## [ASSIGNMENT]
The entries are to be written out again with no differences.
══ EXERCISE INPUT ══
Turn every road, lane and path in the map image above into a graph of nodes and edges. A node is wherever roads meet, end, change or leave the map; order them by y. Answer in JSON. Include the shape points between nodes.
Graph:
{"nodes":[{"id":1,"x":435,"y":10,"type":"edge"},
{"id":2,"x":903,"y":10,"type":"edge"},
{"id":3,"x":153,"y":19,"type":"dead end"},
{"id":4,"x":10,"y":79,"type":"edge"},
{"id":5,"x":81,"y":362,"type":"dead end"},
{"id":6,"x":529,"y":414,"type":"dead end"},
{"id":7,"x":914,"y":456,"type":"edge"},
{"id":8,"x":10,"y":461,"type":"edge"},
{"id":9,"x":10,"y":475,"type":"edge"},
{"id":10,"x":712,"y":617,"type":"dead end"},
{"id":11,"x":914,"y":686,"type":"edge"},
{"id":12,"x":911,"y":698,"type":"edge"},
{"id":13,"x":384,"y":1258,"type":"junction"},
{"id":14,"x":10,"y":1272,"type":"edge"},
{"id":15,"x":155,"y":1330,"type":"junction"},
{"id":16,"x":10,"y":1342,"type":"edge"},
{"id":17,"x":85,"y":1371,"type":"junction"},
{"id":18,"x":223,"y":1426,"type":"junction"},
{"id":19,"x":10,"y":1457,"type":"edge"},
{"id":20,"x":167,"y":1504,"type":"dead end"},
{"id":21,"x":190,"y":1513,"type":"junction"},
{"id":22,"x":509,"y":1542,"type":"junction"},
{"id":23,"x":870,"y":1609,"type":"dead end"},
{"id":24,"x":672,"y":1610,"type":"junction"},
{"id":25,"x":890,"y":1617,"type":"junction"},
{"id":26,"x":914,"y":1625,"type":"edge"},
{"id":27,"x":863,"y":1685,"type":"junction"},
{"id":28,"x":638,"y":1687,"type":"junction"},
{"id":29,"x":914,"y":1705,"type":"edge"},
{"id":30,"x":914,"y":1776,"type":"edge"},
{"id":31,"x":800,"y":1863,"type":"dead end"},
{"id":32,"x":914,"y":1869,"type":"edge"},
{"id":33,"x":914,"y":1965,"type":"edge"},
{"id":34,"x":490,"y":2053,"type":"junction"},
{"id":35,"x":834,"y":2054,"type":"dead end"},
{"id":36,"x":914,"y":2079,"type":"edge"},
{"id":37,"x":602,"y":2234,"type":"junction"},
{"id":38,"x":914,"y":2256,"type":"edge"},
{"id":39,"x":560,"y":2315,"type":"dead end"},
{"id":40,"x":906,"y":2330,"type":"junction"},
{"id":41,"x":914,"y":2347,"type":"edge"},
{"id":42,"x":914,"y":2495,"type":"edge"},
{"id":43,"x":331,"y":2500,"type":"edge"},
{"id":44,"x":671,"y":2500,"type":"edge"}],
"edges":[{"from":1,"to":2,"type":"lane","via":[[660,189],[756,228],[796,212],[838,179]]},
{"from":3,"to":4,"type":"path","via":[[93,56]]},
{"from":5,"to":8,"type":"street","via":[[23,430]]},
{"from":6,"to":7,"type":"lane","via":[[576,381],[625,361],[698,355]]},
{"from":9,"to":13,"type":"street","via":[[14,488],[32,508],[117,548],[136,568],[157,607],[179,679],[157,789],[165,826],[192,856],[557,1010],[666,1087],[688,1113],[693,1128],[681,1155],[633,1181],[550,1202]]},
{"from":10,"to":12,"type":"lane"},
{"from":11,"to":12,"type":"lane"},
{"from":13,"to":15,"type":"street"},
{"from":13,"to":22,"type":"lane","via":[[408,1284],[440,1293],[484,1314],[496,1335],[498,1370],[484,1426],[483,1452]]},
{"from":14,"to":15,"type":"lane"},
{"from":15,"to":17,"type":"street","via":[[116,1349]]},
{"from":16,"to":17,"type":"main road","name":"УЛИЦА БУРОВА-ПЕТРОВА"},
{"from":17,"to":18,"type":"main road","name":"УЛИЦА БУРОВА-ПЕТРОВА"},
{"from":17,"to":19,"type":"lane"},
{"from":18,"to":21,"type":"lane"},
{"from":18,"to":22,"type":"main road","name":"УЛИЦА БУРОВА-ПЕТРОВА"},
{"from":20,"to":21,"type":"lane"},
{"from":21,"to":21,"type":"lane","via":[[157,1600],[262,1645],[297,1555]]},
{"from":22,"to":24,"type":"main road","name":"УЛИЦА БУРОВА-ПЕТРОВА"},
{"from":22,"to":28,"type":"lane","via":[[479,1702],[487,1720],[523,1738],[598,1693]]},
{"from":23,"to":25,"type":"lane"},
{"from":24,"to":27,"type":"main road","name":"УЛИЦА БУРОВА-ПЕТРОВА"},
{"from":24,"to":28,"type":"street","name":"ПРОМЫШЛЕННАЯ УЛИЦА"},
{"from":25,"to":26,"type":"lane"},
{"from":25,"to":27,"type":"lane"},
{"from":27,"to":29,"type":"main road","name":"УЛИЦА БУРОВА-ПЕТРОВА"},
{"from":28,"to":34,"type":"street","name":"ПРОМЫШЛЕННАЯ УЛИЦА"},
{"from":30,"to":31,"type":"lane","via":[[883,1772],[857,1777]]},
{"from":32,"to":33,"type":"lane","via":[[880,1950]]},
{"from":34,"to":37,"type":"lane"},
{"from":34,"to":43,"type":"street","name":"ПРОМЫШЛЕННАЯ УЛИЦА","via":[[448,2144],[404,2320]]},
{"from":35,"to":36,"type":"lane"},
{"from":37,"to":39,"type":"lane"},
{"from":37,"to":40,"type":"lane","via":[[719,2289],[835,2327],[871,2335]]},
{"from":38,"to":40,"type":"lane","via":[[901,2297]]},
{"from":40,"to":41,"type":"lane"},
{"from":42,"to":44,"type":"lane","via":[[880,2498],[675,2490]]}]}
═══
## [WRITTEN RESPONSE]
Turn every road, lane and path in the map image above into a graph of nodes and edges. A node is wherever roads meet, end, change or leave the map; order them by y. Answer in JSON. Include the shape points between nodes.
Graph:
{"nodes":[{"id":1,"x":435,"y":10,"type":"edge"},
{"id":2,"x":903,"y":10,"type":"edge"},
{"id":3,"x":153,"y":19,"type":"dead end"},
{"id":4,"x":10,"y":79,"type":"edge"},
{"id":5,"x":81,"y":362,"type":"dead end"},
{"id":6,"x":529,"y":414,"type":"dead end"},
{"id":7,"x":914,"y":456,"type":"edge"},
{"id":8,"x":10,"y":461,"type":"edge"},
{"id":9,"x":10,"y":475,"type":"edge"},
{"id":10,"x":712,"y":617,"type":"dead end"},
{"id":11,"x":914,"y":686,"type":"edge"},
{"id":12,"x":911,"y":698,"type":"edge"},
{"id":13,"x":384,"y":1258,"type":"junction"},
{"id":14,"x":10,"y":1272,"type":"edge"},
{"id":15,"x":155,"y":1330,"type":"junction"},
{"id":16,"x":10,"y":1342,"type":"edge"},
{"id":17,"x":85,"y":1371,"type":"junction"},
{"id":18,"x":223,"y":1426,"type":"junction"},
{"id":19,"x":10,"y":1457,"type":"edge"},
{"id":20,"x":167,"y":1504,"type":"dead end"},
{"id":21,"x":190,"y":1513,"type":"junction"},
{"id":22,"x":509,"y":1542,"type":"junction"},
{"id":23,"x":870,"y":1609,"type":"dead end"},
{"id":24,"x":672,"y":1610,"type":"junction"},
{"id":25,"x":890,"y":1617,"type":"junction"},
{"id":26,"x":914,"y":1625,"type":"edge"},
{"id":27,"x":863,"y":1685,"type":"junction"},
{"id":28,"x":638,"y":1687,"type":"junction"},
{"id":29,"x":914,"y":1705,"type":"edge"},
{"id":30,"x":914,"y":1776,"type":"edge"},
{"id":31,"x":800,"y":1863,"type":"dead end"},
{"id":32,"x":914,"y":1869,"type":"edge"},
{"id":33,"x":914,"y":1965,"type":"edge"},
{"id":34,"x":490,"y":2053,"type":"junction"},
{"id":35,"x":834,"y":2054,"type":"dead end"},
{"id":36,"x":914,"y":2079,"type":"edge"},
{"id":37,"x":602,"y":2234,"type":"junction"},
{"id":38,"x":914,"y":2256,"type":"edge"},
{"id":39,"x":560,"y":2315,"type":"dead end"},
{"id":40,"x":906,"y":2330,"type":"junction"},
{"id":41,"x":914,"y":2347,"type":"edge"},
{"id":42,"x":914,"y":2495,"type":"edge"},
{"id":43,"x":331,"y":2500,"type":"edge"},
{"id":44,"x":671,"y":2500,"type":"edge"}],
"edges":[{"from":1,"to":2,"type":"lane","via":[[660,189],[756,228],[796,212],[838,179]]},
{"from":3,"to":4,"type":"path","via":[[93,56]]},
{"from":5,"to":8,"type":"street","via":[[23,430]]},
{"from":6,"to":7,"type":"lane","via":[[576,381],[625,361],[698,355]]},
{"from":9,"to":13,"type":"street","via":[[14,488],[32,508],[117,548],[136,568],[157,607],[179,679],[157,789],[165,826],[192,856],[557,1010],[666,1087],[688,1113],[693,1128],[681,1155],[633,1181],[550,1202]]},
{"from":10,"to":12,"type":"lane"},
{"from":11,"to":12,"type":"lane"},
{"from":13,"to":15,"type":"street"},
{"from":13,"to":22,"type":"lane","via":[[408,1284],[440,1293],[484,1314],[496,1335],[498,1370],[484,1426],[483,1452]]},
{"from":14,"to":15,"type":"lane"},
{"from":15,"to":17,"type":"street","via":[[116,1349]]},
{"from":16,"to":17,"type":"main road","name":"УЛИЦА БУРОВА-ПЕТРОВА"},
{"from":17,"to":18,"type":"main road","name":"УЛИЦА БУРОВА-ПЕТРОВА"},
{"from":17,"to":19,"type":"lane"},
{"from":18,"to":21,"type":"lane"},
{"from":18,"to":22,"type":"main road","name":"УЛИЦА БУРОВА-ПЕТРОВА"},
{"from":20,"to":21,"type":"lane"},
{"from":21,"to":21,"type":"lane","via":[[157,1600],[262,1645],[297,1555]]},
{"from":22,"to":24,"type":"main road","name":"УЛИЦА БУРОВА-ПЕТРОВА"},
{"from":22,"to":28,"type":"lane","via":[[479,1702],[487,1720],[523,1738],[598,1693]]},
{"from":23,"to":25,"type":"lane"},
{"from":24,"to":27,"type":"main road","name":"УЛИЦА БУРОВА-ПЕТРОВА"},
{"from":24,"to":28,"type":"street","name":"ПРОМЫШЛЕННАЯ УЛИЦА"},
{"from":25,"to":26,"type":"lane"},
{"from":25,"to":27,"type":"lane"},
{"from":27,"to":29,"type":"main road","name":"УЛИЦА БУРОВА-ПЕТРОВА"},
{"from":28,"to":34,"type":"street","name":"ПРОМЫШЛЕННАЯ УЛИЦА"},
{"from":30,"to":31,"type":"lane","via":[[883,1772],[857,1777]]},
{"from":32,"to":33,"type":"lane","via":[[880,1950]]},
{"from":34,"to":37,"type":"lane"},
{"from":34,"to":43,"type":"street","name":"ПРОМЫШЛЕННАЯ УЛИЦА","via":[[448,2144],[404,2320]]},
{"from":35,"to":36,"type":"lane"},
{"from":37,"to":39,"type":"lane"},
{"from":37,"to":40,"type":"lane","via":[[719,2289],[835,2327],[871,2335]]},
{"from":38,"to":40,"type":"lane","via":[[901,2297]]},
{"from":40,"to":41,"type":"lane"},
{"from":42,"to":44,"type":"lane","via":[[880,2498],[675,2490]]}]}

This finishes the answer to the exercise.